The Ca-Si-Zn-Al system glass powder comprises the following components in percentage by mass: 30% of calcium oxide, 27% of silicon dioxide, 15% of zinc oxide, 10% of aluminum oxide and 18% of boron oxide.
Comparative example 6
Comparative example 5 differs from example 1 in that the glass frit of comparative example 5 was a Ca-Si-Zn-Al system glass frit, all of which were identical.
The Ba-Si-Zn-Ca system glass powder comprises the following components in percentage by mass: 12% of barium oxide, 40% of silicon dioxide, 30% of zinc oxide, 12% of calcium oxide, 5% of zirconium oxide and 1% of phosphorus pentoxide.
Test case
The screen printing conditions were: printing a 360-mesh stainless steel screen; the drying conditions are as follows: 140 ℃ for 20 minutes; the exposure conditions were: 500mj energy, 20um opening film mask; the conditions of the developing solution are as follows: na (Na) 2 CO 3 The development pressure of the aqueous solution was 0.2kg (as shown in FIG. 1).
The properties of the cured slurries were tested.
1. The substrate was placed in an aqueous hydrochloric acid (weak acid) at pH 5 and held for 168 hours, and the substrate was subjected to the test results shown in Table 1, with or without flaking, cracking or bubbling.
2. SJ/T11512-2015 related requirements insulation resistance test was performed and the test results are shown in Table 1.
TABLE 1
|
Hydrochloric acid soaking for 168h at pH 5
|
Insulation resistance (omega)
|
Example 1
|
No change
|
1.95×10 13 |
Example 2
|
No change
|
9.50×10 12 |
Example 3
|
No change
|
9.41×10 12 |
Comparative example 1
|
More cracks appear
|
9.28×10 10 |
Comparative example 2
|
Slight cracking occurred
|
2.59×10 11 |
Comparative example 3
|
More cracks appear
|
1.07×10 11 |
Comparative example 4
|
Slight cracking occurred
|
1.57×10 12 |
Comparative example 5
|
Slight cracking occurred
|
2.15×10 11 |
Comparative example 6
|
Slight cracking occurred
|
2.09×10 11 |
As can be seen from table 1, the slurries of the present invention have excellent chemical stability and insulation properties.
Example 1 is the best mode of carrying out the invention and has the best performance.
As can be seen from comparative examples 1 and 1 to 3, the modified additive of the present invention can significantly improve chemical stability and insulation performance, and the mass ratio of barium titanate to aluminum ammonium sulfate has a large influence on chemical stability and insulation performance, and the mass ratio of the two needs to be strictly controlled within the scope of the present invention.

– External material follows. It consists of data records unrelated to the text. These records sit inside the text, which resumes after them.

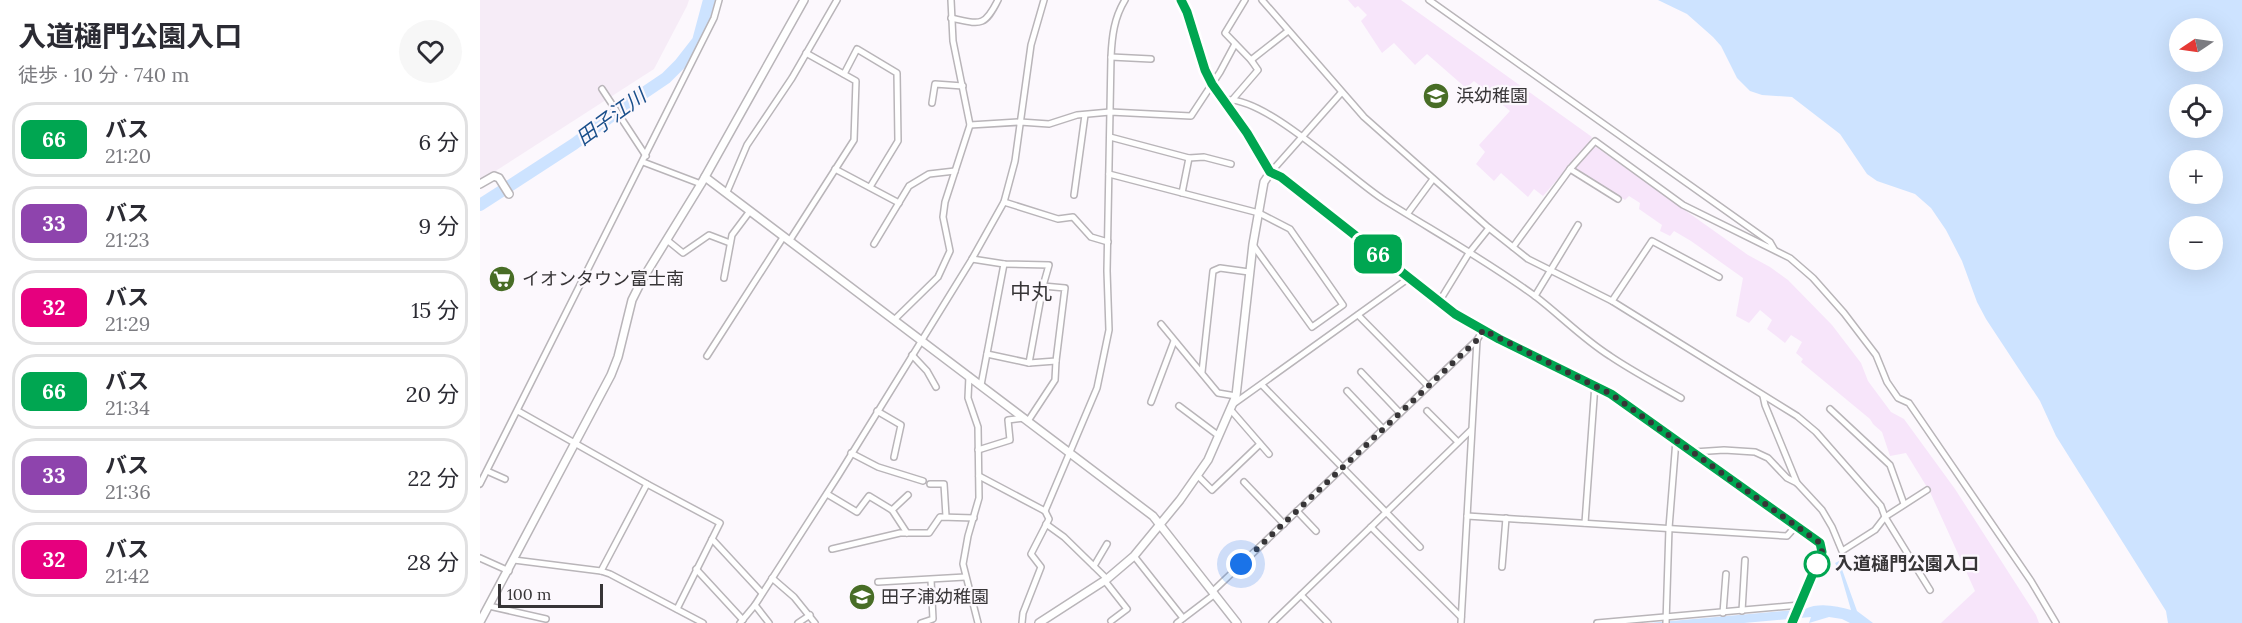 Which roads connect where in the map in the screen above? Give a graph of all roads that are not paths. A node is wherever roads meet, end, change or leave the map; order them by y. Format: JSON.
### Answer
{"nodes":[{"id":1,"x":719,"y":0,"type":"edge"},
{"id":2,"x":804,"y":0,"type":"edge"},
{"id":3,"x":837,"y":0,"type":"edge"},
{"id":4,"x":951,"y":0,"type":"edge"},
{"id":5,"x":998,"y":0,"type":"edge"},
{"id":6,"x":1044,"y":0,"type":"edge"},
{"id":7,"x":1125,"y":0,"type":"edge"},
{"id":8,"x":1245,"y":0,"type":"edge"},
{"id":9,"x":1262,"y":0,"type":"edge"},
{"id":10,"x":1429,"y":0,"type":"edge"},
{"id":11,"x":1183,"y":1,"type":"edge"},
{"id":12,"x":951,"y":18,"type":"junction"},
{"id":13,"x":1288,"y":31,"type":"junction"},
{"id":14,"x":1235,"y":44,"type":"junction"},
{"id":15,"x":806,"y":53,"type":"junction"},
{"id":16,"x":1111,"y":57,"type":"junction"},
{"id":17,"x":1151,"y":59,"type":"dead end"},
{"id":18,"x":1252,"y":61,"type":"junction"},
{"id":19,"x":844,"y":74,"type":"junction"},
{"id":20,"x":1211,"y":82,"type":"junction"},
{"id":21,"x":963,"y":86,"type":"junction"},
{"id":22,"x":602,"y":89,"type":"dead end"},
{"id":23,"x":1341,"y":93,"type":"junction"},
{"id":24,"x":1233,"y":99,"type":"junction"},
{"id":25,"x":1224,"y":100,"type":"junction"},
{"id":26,"x":932,"y":103,"type":"dead end"},
{"id":27,"x":1110,"y":112,"type":"junction"},
{"id":28,"x":1085,"y":115,"type":"junction"},
{"id":29,"x":1020,"y":122,"type":"junction"},
{"id":30,"x":970,"y":125,"type":"junction"},
{"id":31,"x":1110,"y":136,"type":"junction"},
{"id":32,"x":1302,"y":137,"type":"junction"},
{"id":33,"x":646,"y":156,"type":"junction"},
{"id":34,"x":1189,"y":158,"type":"junction"},
{"id":35,"x":643,"y":162,"type":"junction"},
{"id":36,"x":1231,"y":164,"type":"dead end"},
{"id":37,"x":836,"y":169,"type":"junction"},
{"id":38,"x":1570,"y":169,"type":"junction"},
{"id":39,"x":955,"y":171,"type":"junction"},
{"id":40,"x":1270,"y":172,"type":"junction"},
{"id":41,"x":1109,"y":174,"type":"junction"},
{"id":42,"x":705,"y":177,"type":"junction"},
{"id":43,"x":1433,"y":179,"type":"junction"},
{"id":44,"x":480,"y":184,"type":"edge"},
{"id":45,"x":701,"y":184,"type":"junction"},
{"id":46,"x":870,"y":187,"type":"junction"},
{"id":47,"x":727,"y":192,"type":"junction"},
{"id":48,"x":1182,"y":193,"type":"junction"},
{"id":49,"x":509,"y":194,"type":"dead end"},
{"id":50,"x":1074,"y":195,"type":"dead end"},
{"id":51,"x":1618,"y":199,"type":"dead end"},
{"id":52,"x":1004,"y":202,"type":"junction"},
{"id":53,"x":899,"y":204,"type":"junction"},
{"id":54,"x":750,"y":211,"type":"junction"},
{"id":55,"x":1259,"y":213,"type":"junction"},
{"id":56,"x":1408,"y":213,"type":"junction"},
{"id":57,"x":1578,"y":225,"type":"dead end"},
{"id":58,"x":1489,"y":228,"type":"junction"},
{"id":59,"x":787,"y":238,"type":"junction"},
{"id":60,"x":667,"y":240,"type":"junction"},
{"id":61,"x":1108,"y":242,"type":"junction"},
{"id":62,"x":730,"y":243,"type":"junction"},
{"id":63,"x":874,"y":244,"type":"dead end"},
{"id":64,"x":1253,"y":244,"type":"junction"},
{"id":65,"x":1513,"y":247,"type":"junction"},
{"id":66,"x":1775,"y":250,"type":"junction"},
{"id":67,"x":1469,"y":253,"type":"junction"},
{"id":68,"x":972,"y":259,"type":"junction"},
{"id":69,"x":1004,"y":264,"type":"junction"},
{"id":70,"x":1550,"y":271,"type":"junction"},
{"id":71,"x":1249,"y":272,"type":"junction"},
{"id":72,"x":1719,"y":277,"type":"dead end"},
{"id":73,"x":724,"y":278,"type":"dead end"},
{"id":74,"x":1409,"y":278,"type":"junction"},
{"id":75,"x":1043,"y":286,"type":"junction"},
{"id":76,"x":1535,"y":296,"type":"junction"},
{"id":77,"x":1612,"y":301,"type":"junction"},
{"id":78,"x":1439,"y":302,"type":"junction"},
{"id":79,"x":1358,"y":315,"type":"junction"},
{"id":80,"x":894,"y":320,"type":"junction"},
{"id":81,"x":1161,"y":324,"type":"dead end"},
{"id":82,"x":1483,"y":330,"type":"junction"},
{"id":83,"x":921,"y":340,"type":"junction"},
{"id":84,"x":1477,"y":340,"type":"junction"},
{"id":85,"x":1174,"y":341,"type":"junction"},
{"id":86,"x":987,"y":354,"type":"junction"},
{"id":87,"x":912,"y":355,"type":"junction"},
{"id":88,"x":707,"y":356,"type":"dead end"},
{"id":89,"x":1056,"y":362,"type":"junction"},
{"id":90,"x":1029,"y":363,"type":"junction"},
{"id":91,"x":1202,"y":372,"type":"junction"},
{"id":92,"x":1361,"y":372,"type":"dead end"},
{"id":93,"x":969,"y":376,"type":"junction"},
{"id":94,"x":1595,"y":384,"type":"junction"},
{"id":95,"x":981,"y":385,"type":"junction"},
{"id":96,"x":1262,"y":385,"type":"junction"},
{"id":97,"x":1428,"y":386,"type":"junction"},
{"id":98,"x":936,"y":387,"type":"dead end"},
{"id":99,"x":1347,"y":391,"type":"dead end"},
{"id":100,"x":1236,"y":396,"type":"junction"},
{"id":101,"x":1763,"y":396,"type":"junction"},
{"id":102,"x":1681,"y":398,"type":"dead end"},
{"id":103,"x":1151,"y":402,"type":"dead end"},
{"id":104,"x":1179,"y":406,"type":"dead end"},
{"id":105,"x":1231,"y":407,"type":"junction"},
{"id":106,"x":1830,"y":409,"type":"dead end"},
{"id":107,"x":518,"y":411,"type":"junction"},
{"id":108,"x":877,"y":411,"type":"junction"},
{"id":109,"x":1427,"y":411,"type":"dead end"},
{"id":110,"x":1400,"y":413,"type":"junction"},
{"id":111,"x":1026,"y":420,"type":"junction"},
{"id":112,"x":1383,"y":429,"type":"junction"},
{"id":113,"x":1472,"y":429,"type":"junction"},
{"id":114,"x":1219,"y":436,"type":"junction"},
{"id":115,"x":1676,"y":440,"type":"junction"},
{"id":116,"x":1458,"y":442,"type":"junction"},
{"id":117,"x":575,"y":444,"type":"junction"},
{"id":118,"x":1260,"y":444,"type":"junction"},
{"id":119,"x":978,"y":450,"type":"junction"},
{"id":120,"x":1694,"y":452,"type":"junction"},
{"id":121,"x":851,"y":453,"type":"junction"},
{"id":122,"x":1070,"y":453,"type":"junction"},
{"id":123,"x":1269,"y":454,"type":"dead end"},
{"id":124,"x":894,"y":457,"type":"dead end"},
{"id":125,"x":1342,"y":468,"type":"junction"},
{"id":126,"x":487,"y":471,"type":"junction"},
{"id":127,"x":979,"y":476,"type":"junction"},
{"id":128,"x":1198,"y":476,"type":"junction"},
{"id":129,"x":505,"y":479,"type":"dead end"},
{"id":130,"x":923,"y":481,"type":"dead end"},
{"id":131,"x":1244,"y":482,"type":"dead end"},
{"id":132,"x":1797,"y":483,"type":"junction"},
{"id":133,"x":480,"y":484,"type":"edge"},
{"id":134,"x":647,"y":484,"type":"junction"},
{"id":135,"x":930,"y":484,"type":"dead end"},
{"id":136,"x":1927,"y":490,"type":"dead end"},
{"id":137,"x":826,"y":494,"type":"junction"},
{"id":138,"x":908,"y":495,"type":"dead end"},
{"id":139,"x":1904,"y":504,"type":"junction"},
{"id":140,"x":892,"y":510,"type":"junction"},
{"id":141,"x":1045,"y":511,"type":"junction"},
{"id":142,"x":1297,"y":511,"type":"junction"},
{"id":143,"x":1385,"y":513,"type":"junction"},
{"id":144,"x":946,"y":516,"type":"junction"},
{"id":145,"x":1467,"y":516,"type":"junction"},
{"id":146,"x":1885,"y":517,"type":"junction"},
{"id":147,"x":1506,"y":518,"type":"junction"},
{"id":148,"x":974,"y":519,"type":"junction"},
{"id":149,"x":1159,"y":523,"type":"junction"},
{"id":150,"x":1585,"y":523,"type":"junction"},
{"id":151,"x":1046,"y":524,"type":"junction"},
{"id":152,"x":1284,"y":524,"type":"junction"},
{"id":153,"x":1796,"y":526,"type":"junction"},
{"id":154,"x":1371,"y":527,"type":"junction"},
{"id":155,"x":1670,"y":528,"type":"junction"},
{"id":156,"x":1316,"y":531,"type":"dead end"},
{"id":157,"x":907,"y":533,"type":"junction"},
{"id":158,"x":712,"y":539,"type":"junction"},
{"id":159,"x":1107,"y":544,"type":"dead end"},
{"id":160,"x":1420,"y":547,"type":"dead end"},
{"id":161,"x":832,"y":549,"type":"dead end"},
{"id":162,"x":1134,"y":556,"type":"junction"},
{"id":163,"x":480,"y":558,"type":"edge"},
{"id":164,"x":514,"y":560,"type":"junction"},
{"id":165,"x":1745,"y":560,"type":"dead end"},
{"id":166,"x":1094,"y":566,"type":"junction"},
{"id":167,"x":1502,"y":567,"type":"dead end"},
{"id":168,"x":696,"y":569,"type":"junction"},
{"id":169,"x":509,"y":571,"type":"junction"},
{"id":170,"x":601,"y":571,"type":"junction"},
{"id":171,"x":1725,"y":574,"type":"dead end"},
{"id":172,"x":965,"y":577,"type":"junction"},
{"id":173,"x":772,"y":578,"type":"junction"},
{"id":174,"x":931,"y":580,"type":"junction"},
{"id":175,"x":1106,"y":580,"type":"junction"},
{"id":176,"x":878,"y":582,"type":"dead end"},
{"id":177,"x":1930,"y":590,"type":"dead end"},
{"id":178,"x":762,"y":593,"type":"junction"},
{"id":179,"x":1214,"y":593,"type":"junction"},
{"id":180,"x":1301,"y":595,"type":"junction"},
{"id":181,"x":754,"y":605,"type":"junction"},
{"id":182,"x":489,"y":606,"type":"junction"},
{"id":183,"x":1799,"y":606,"type":"junction"},
{"id":184,"x":677,"y":609,"type":"junction"},
{"id":185,"x":1742,"y":611,"type":"junction"},
{"id":186,"x":1723,"y":613,"type":"junction"},
{"id":187,"x":810,"y":615,"type":"junction"},
{"id":188,"x":1183,"y":618,"type":"junction"},
{"id":189,"x":546,"y":619,"type":"dead end"},
{"id":190,"x":1461,"y":620,"type":"edge"},
{"id":191,"x":1666,"y":620,"type":"edge"},
{"id":192,"x":1111,"y":621,"type":"dead end"},
{"id":193,"x":481,"y":622,"type":"edge"},
{"id":194,"x":741,"y":622,"type":"edge"},
{"id":195,"x":1792,"y":622,"type":"edge"},
{"id":196,"x":703,"y":623,"type":"edge"},
{"id":197,"x":769,"y":623,"type":"edge"},
{"id":198,"x":798,"y":623,"type":"edge"},
{"id":199,"x":815,"y":623,"type":"edge"},
{"id":200,"x":921,"y":623,"type":"edge"},
{"id":201,"x":978,"y":623,"type":"edge"},
{"id":202,"x":1022,"y":623,"type":"edge"},
{"id":203,"x":1039,"y":623,"type":"edge"},
{"id":204,"x":1178,"y":623,"type":"edge"},
{"id":205,"x":1237,"y":623,"type":"edge"},
{"id":206,"x":1272,"y":623,"type":"edge"},
{"id":207,"x":1328,"y":623,"type":"edge"},
{"id":208,"x":1598,"y":623,"type":"edge"},
{"id":209,"x":2056,"y":623,"type":"edge"}],
"edges":[{"from":1,"to":33,"type":"street"},
{"from":2,"to":42,"type":"street"},
{"from":3,"to":15,"type":"street"},
{"from":4,"to":12,"type":"street"},
{"from":5,"to":12,"type":"street"},
{"from":6,"to":29,"type":"street"},
{"from":7,"to":16,"type":"street"},
{"from":8,"to":14,"type":"street"},
{"from":9,"to":13,"type":"street"},
{"from":10,"to":66,"type":"street"},
{"from":11,"to":20,"type":"main road"},
{"from":12,"to":21,"type":"street"},
{"from":13,"to":18,"type":"street"},
{"from":13,"to":23,"type":"street"},
{"from":14,"to":18,"type":"street"},
{"from":14,"to":20,"type":"street"},
{"from":15,"to":19,"type":"street"},
{"from":15,"to":47,"type":"street"},
{"from":16,"to":17,"type":"street"},
{"from":16,"to":27,"type":"street"},
{"from":18,"to":24,"type":"street"},
{"from":19,"to":37,"type":"street"},
{"from":19,"to":46,"type":"street"},
{"from":20,"to":25,"type":"main road"},
{"from":20,"to":27,"type":"street"},
{"from":21,"to":26,"type":"street"},
{"from":21,"to":30,"type":"street"},
{"from":22,"to":33,"type":"street"},
{"from":23,"to":32,"type":"street"},
{"from":23,"to":43,"type":"street"},
{"from":24,"to":25,"type":"street"},
{"from":24,"to":32,"type":"street"},
{"from":25,"to":40,"type":"main road"},
{"from":27,"to":28,"type":"street"},
{"from":27,"to":31,"type":"street"},
{"from":28,"to":29,"type":"street"},
{"from":28,"to":50,"type":"street"},
{"from":29,"to":30,"type":"street"},
{"from":29,"to":52,"type":"street"},
{"from":30,"to":39,"type":"street"},
{"from":31,"to":34,"type":"street"},
{"from":31,"to":41,"type":"street"},
{"from":32,"to":40,"type":"street"},
{"from":32,"to":56,"type":"street"},
{"from":33,"to":35,"type":"street"},
{"from":34,"to":36,"type":"street"},
{"from":34,"to":48,"type":"street"},
{"from":35,"to":45,"type":"street"},
{"from":35,"to":107,"type":"street"},
{"from":37,"to":46,"type":"street"},
{"from":37,"to":59,"type":"street"},
{"from":38,"to":51,"type":"street"},
{"from":38,"to":65,"type":"street"},
{"from":38,"to":66,"type":"street"},
{"from":39,"to":53,"type":"street"},
{"from":39,"to":80,"type":"street"},
{"from":40,"to":55,"type":"street"},
{"from":40,"to":74,"type":"main road"},
{"from":41,"to":48,"type":"street"},
{"from":41,"to":61,"type":"street"},
{"from":42,"to":45,"type":"street"},
{"from":42,"to":47,"type":"street"},
{"from":43,"to":56,"type":"street"},
{"from":43,"to":58,"type":"street"},
{"from":44,"to":49,"type":"street"},
{"from":45,"to":60,"type":"street"},
{"from":46,"to":53,"type":"street"},
{"from":47,"to":54,"type":"street"},
{"from":48,"to":55,"type":"street"},
{"from":52,"to":61,"type":"street"},
{"from":52,"to":68,"type":"street"},
{"from":53,"to":63,"type":"street"},
{"from":54,"to":59,"type":"street"},
{"from":54,"to":62,"type":"street"},
{"from":55,"to":64,"type":"street"},
{"from":55,"to":64,"type":"street"},
{"from":56,"to":67,"type":"street"},
{"from":57,"to":70,"type":"street"},
{"from":58,"to":65,"type":"street"},
{"from":58,"to":67,"type":"street"},
{"from":59,"to":80,"type":"street"},
{"from":59,"to":88,"type":"street"},
{"from":60,"to":62,"type":"street"},
{"from":60,"to":117,"type":"street"},
{"from":61,"to":122,"type":"street"},
{"from":62,"to":73,"type":"street"},
{"from":64,"to":71,"type":"street"},
{"from":65,"to":70,"type":"street"},
{"from":66,"to":209,"type":"street"},
{"from":67,"to":76,"type":"street"},
{"from":67,"to":78,"type":"street"},
{"from":68,"to":69,"type":"street"},
{"from":68,"to":83,"type":"street"},
{"from":69,"to":75,"type":"street"},
{"from":69,"to":86,"type":"street"},
{"from":70,"to":76,"type":"street"},
{"from":70,"to":77,"type":"street"},
{"from":71,"to":91,"type":"street"},
{"from":71,"to":100,"type":"street"},
{"from":72,"to":77,"type":"street"},
{"from":74,"to":78,"type":"main road"},
{"from":74,"to":79,"type":"street"},
{"from":75,"to":89,"type":"street"},
{"from":75,"to":90,"type":"street"},
{"from":76,"to":102,"type":"street"},
{"from":77,"to":101,"type":"street"},
{"from":78,"to":82,"type":"main road"},
{"from":79,"to":96,"type":"street"},
{"from":79,"to":97,"type":"street"},
{"from":80,"to":83,"type":"street"},
{"from":81,"to":85,"type":"street"},
{"from":82,"to":84,"type":"street"},
{"from":82,"to":94,"type":"main road"},
{"from":83,"to":87,"type":"street"},
{"from":83,"to":93,"type":"street"},
{"from":84,"to":97,"type":"street"},
{"from":84,"to":113,"type":"street"},
{"from":85,"to":91,"type":"street"},
{"from":85,"to":103,"type":"street"},
{"from":86,"to":90,"type":"street"},
{"from":86,"to":95,"type":"street"},
{"from":87,"to":98,"type":"street"},
{"from":87,"to":108,"type":"street"},
{"from":89,"to":90,"type":"street"},
{"from":89,"to":111,"type":"street"},
{"from":91,"to":100,"type":"street"},
{"from":92,"to":110,"type":"street"},
{"from":93,"to":95,"type":"street"},
{"from":93,"to":119,"type":"street"},
{"from":94,"to":115,"type":"main road"},
{"from":94,"to":150,"type":"street"},
{"from":95,"to":111,"type":"street"},
{"from":96,"to":105,"type":"street"},
{"from":96,"to":125,"type":"street"},
{"from":97,"to":110,"type":"street"},
{"from":99,"to":112,"type":"street"},
{"from":100,"to":105,"type":"street"},
{"from":101,"to":132,"type":"street"},
{"from":101,"to":146,"type":"street"},
{"from":104,"to":114,"type":"street"},
{"from":105,"to":114,"type":"street"},
{"from":105,"to":118,"type":"street"},
{"from":106,"to":139,"type":"street"},
{"from":107,"to":117,"type":"street"},
{"from":107,"to":126,"type":"street"},
{"from":108,"to":121,"type":"street"},
{"from":108,"to":124,"type":"street"},
{"from":109,"to":116,"type":"street"},
{"from":110,"to":112,"type":"street"},
{"from":111,"to":119,"type":"street"},
{"from":111,"to":122,"type":"street"},
{"from":112,"to":125,"type":"street"},
{"from":113,"to":116,"type":"street"},
{"from":113,"to":145,"type":"street"},
{"from":114,"to":128,"type":"street"},
{"from":115,"to":120,"type":"main road"},
{"from":115,"to":155,"type":"street"},
{"from":116,"to":143,"type":"street"},
{"from":117,"to":134,"type":"street"},
{"from":117,"to":164,"type":"street"},
{"from":118,"to":123,"type":"street"},
{"from":118,"to":128,"type":"street"},
{"from":119,"to":127,"type":"street"},
{"from":120,"to":132,"type":"street"},
{"from":120,"to":153,"type":"main road"},
{"from":121,"to":130,"type":"street"},
{"from":121,"to":137,"type":"street"},
{"from":122,"to":141,"type":"street"},
{"from":122,"to":149,"type":"street"},
{"from":125,"to":142,"type":"street"},
{"from":125,"to":143,"type":"street"},
{"from":126,"to":129,"type":"street"},
{"from":126,"to":133,"type":"street"},
{"from":127,"to":141,"type":"street"},
{"from":127,"to":148,"type":"street"},
{"from":128,"to":149,"type":"street"},
{"from":131,"to":152,"type":"street"},
{"from":132,"to":146,"type":"street"},
{"from":134,"to":158,"type":"street"},
{"from":134,"to":170,"type":"street"},
{"from":135,"to":144,"type":"street"},
{"from":136,"to":139,"type":"street"},
{"from":137,"to":140,"type":"street"},
{"from":137,"to":173,"type":"street"},
{"from":138,"to":140,"type":"street"},
{"from":139,"to":146,"type":"street"},
{"from":140,"to":157,"type":"street"},
{"from":141,"to":151,"type":"street"},
{"from":142,"to":152,"type":"street"},
{"from":142,"to":156,"type":"street"},
{"from":143,"to":154,"type":"street"},
{"from":143,"to":160,"type":"street"},
{"from":144,"to":148,"type":"street"},
{"from":144,"to":157,"type":"street"},
{"from":145,"to":147,"type":"street"},
{"from":145,"to":190,"type":"street"},
{"from":146,"to":177,"type":"street"},
{"from":147,"to":150,"type":"street"},
{"from":147,"to":167,"type":"street"},
{"from":148,"to":172,"type":"street"},
{"from":149,"to":162,"type":"street"},
{"from":149,"to":179,"type":"street"},
{"from":150,"to":155,"type":"street"},
{"from":151,"to":166,"type":"street"},
{"from":151,"to":202,"type":"street"},
{"from":152,"to":179,"type":"street"},
{"from":153,"to":155,"type":"street"},
{"from":153,"to":183,"type":"main road"},
{"from":154,"to":180,"type":"street"},
{"from":154,"to":190,"type":"street"},
{"from":155,"to":191,"type":"street"},
{"from":157,"to":161,"type":"street"},
{"from":158,"to":168,"type":"street"},
{"from":158,"to":178,"type":"street"},
{"from":159,"to":166,"type":"street"},
{"from":162,"to":175,"type":"street"},
{"from":162,"to":188,"type":"street"},
{"from":163,"to":169,"type":"street"},
{"from":164,"to":169,"type":"street"},
{"from":164,"to":170,"type":"street"},
{"from":165,"to":185,"type":"street"},
{"from":166,"to":175,"type":"street"},
{"from":168,"to":184,"type":"street"},
{"from":168,"to":194,"type":"street"},
{"from":169,"to":182,"type":"street"},
{"from":170,"to":184,"type":"street"},
{"from":171,"to":186,"type":"street"},
{"from":172,"to":174,"type":"street"},
{"from":172,"to":201,"type":"street"},
{"from":173,"to":178,"type":"street"},
{"from":173,"to":187,"type":"street"},
{"from":174,"to":176,"type":"street"},
{"from":174,"to":200,"type":"street"},
{"from":175,"to":192,"type":"street"},
{"from":175,"to":203,"type":"street"},
{"from":178,"to":181,"type":"street"},
{"from":179,"to":188,"type":"street"},
{"from":179,"to":205,"type":"street"},
{"from":180,"to":206,"type":"street"},
{"from":180,"to":207,"type":"street"},
{"from":181,"to":194,"type":"street"},
{"from":181,"to":197,"type":"street"},
{"from":182,"to":189,"type":"street"},
{"from":182,"to":193,"type":"street"},
{"from":183,"to":185,"type":"street"},
{"from":183,"to":195,"type":"main road"},
{"from":184,"to":196,"type":"street"},
{"from":185,"to":186,"type":"street"},
{"from":186,"to":191,"type":"street"},
{"from":187,"to":198,"type":"street"},
{"from":187,"to":199,"type":"street"},
{"from":188,"to":204,"type":"street"},
{"from":191,"to":208,"type":"street"}]}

As is clear from comparative examples 1 and 4, the photosensitive resin of the present invention can further improve chemical stability and insulation properties.
As can be seen from comparative examples 1 and 5 to 6, the glass frit according to the present invention can significantly improve chemical stability and insulation properties as compared with conventional glass frits in the world.
Finally, it should be noted that the above embodiments are only for illustrating the technical solution of the present invention and not for limiting the scope of the present invention, and although the present invention has been described in detail with reference to the preferred embodiments, it should be understood by those skilled in the art that modifications or equivalent substitutions can be made to the technical solution of the present invention without departing from the spirit and scope of the technical solution of the present invention.